# display/shadow box joinery ideas



## Nates02gt (Nov 20, 2012)

I made my first shadow box a few months ago. Due to time constraints and lack of skill on my part, I went with pocket holes to join the mitered corners. Does anyone have any ideas on a good method for joining the 45 degree miters? I have looked into secret mitered dovetails but I am not to sure about those since I have not had any experience with dovetails yet. The other option I was looking at was a locking miter joint. I am not sure that I like the look of that joint with it being on the face of the box. Any input would be greatly appreciated!

Nate


----------



## Pdub (Sep 10, 2009)

I usually just use a biscuit and glue for mine. I have used splines before. You can use the same type wood or a contrasting color.


----------



## bondogaposis (Dec 18, 2011)

I like using splines on mitered corners, they add a lot of strength to a fairly weak joint and can decorative as well if you use contrasting woods.


----------



## Yonak (Mar 27, 2014)

Some people have good luck with glue and shooting 23 ga. (or larger) pins, filling the small holes with putty.

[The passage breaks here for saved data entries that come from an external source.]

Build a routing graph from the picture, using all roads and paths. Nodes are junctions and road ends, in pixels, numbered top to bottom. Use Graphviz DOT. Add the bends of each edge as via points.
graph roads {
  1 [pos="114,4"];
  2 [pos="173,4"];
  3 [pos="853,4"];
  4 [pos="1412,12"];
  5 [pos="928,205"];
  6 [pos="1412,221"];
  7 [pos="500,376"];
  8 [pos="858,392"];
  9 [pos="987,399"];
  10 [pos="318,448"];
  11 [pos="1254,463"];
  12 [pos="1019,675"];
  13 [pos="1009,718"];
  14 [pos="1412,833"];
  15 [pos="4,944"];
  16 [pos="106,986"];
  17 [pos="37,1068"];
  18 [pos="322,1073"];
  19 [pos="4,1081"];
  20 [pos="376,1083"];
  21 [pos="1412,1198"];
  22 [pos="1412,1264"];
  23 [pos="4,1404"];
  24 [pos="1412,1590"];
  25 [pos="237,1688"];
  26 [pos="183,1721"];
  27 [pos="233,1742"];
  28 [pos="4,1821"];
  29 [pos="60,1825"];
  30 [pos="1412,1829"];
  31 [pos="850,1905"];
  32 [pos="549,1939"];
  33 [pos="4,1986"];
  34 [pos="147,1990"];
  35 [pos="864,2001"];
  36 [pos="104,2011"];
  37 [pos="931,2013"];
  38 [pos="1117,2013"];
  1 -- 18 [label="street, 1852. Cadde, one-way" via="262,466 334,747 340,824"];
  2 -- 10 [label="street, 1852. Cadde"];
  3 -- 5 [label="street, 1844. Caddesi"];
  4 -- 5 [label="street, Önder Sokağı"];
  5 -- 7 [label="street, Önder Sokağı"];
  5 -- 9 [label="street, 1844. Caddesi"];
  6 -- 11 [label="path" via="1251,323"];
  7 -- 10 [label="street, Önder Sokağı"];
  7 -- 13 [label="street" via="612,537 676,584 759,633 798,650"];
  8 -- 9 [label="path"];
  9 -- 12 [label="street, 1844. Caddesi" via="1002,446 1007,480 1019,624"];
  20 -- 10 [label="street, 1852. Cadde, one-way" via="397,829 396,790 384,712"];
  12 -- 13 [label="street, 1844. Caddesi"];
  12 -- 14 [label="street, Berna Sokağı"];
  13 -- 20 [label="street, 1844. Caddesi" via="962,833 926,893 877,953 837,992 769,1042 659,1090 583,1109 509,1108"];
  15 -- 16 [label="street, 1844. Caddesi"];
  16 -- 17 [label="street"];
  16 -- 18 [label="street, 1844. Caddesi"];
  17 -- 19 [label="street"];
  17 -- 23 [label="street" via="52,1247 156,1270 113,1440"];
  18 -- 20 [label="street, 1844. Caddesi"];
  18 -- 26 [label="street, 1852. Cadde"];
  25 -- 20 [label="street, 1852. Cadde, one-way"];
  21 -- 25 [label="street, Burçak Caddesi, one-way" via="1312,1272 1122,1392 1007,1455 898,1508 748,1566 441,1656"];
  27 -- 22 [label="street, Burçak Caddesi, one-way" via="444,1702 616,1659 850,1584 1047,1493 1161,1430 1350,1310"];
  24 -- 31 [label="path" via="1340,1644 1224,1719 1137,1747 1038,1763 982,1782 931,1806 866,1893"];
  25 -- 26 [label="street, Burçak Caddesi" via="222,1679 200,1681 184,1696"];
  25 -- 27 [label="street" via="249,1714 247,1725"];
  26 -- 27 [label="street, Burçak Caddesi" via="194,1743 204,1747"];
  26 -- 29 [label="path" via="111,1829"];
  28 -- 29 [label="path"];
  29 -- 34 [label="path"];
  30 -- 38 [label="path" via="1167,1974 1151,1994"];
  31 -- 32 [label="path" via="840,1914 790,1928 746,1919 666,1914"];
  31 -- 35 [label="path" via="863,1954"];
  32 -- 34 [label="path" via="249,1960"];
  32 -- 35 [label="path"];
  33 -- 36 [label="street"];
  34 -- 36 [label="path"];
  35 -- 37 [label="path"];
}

Another option could be decorative dowel pins. They wouldn't even have to be wood. They could be brass or aluminum, for example.

If you like Paul's and Bondo's idea of splines but don't want them showing at the front edges, you could cover the edges with trim.


----------



## Nates02gt (Nov 20, 2012)

Thanks for the ideas! I think I will try the splines and the pins and see what people like most. They both seem pretty simple. I guess time will tell.

Nate


----------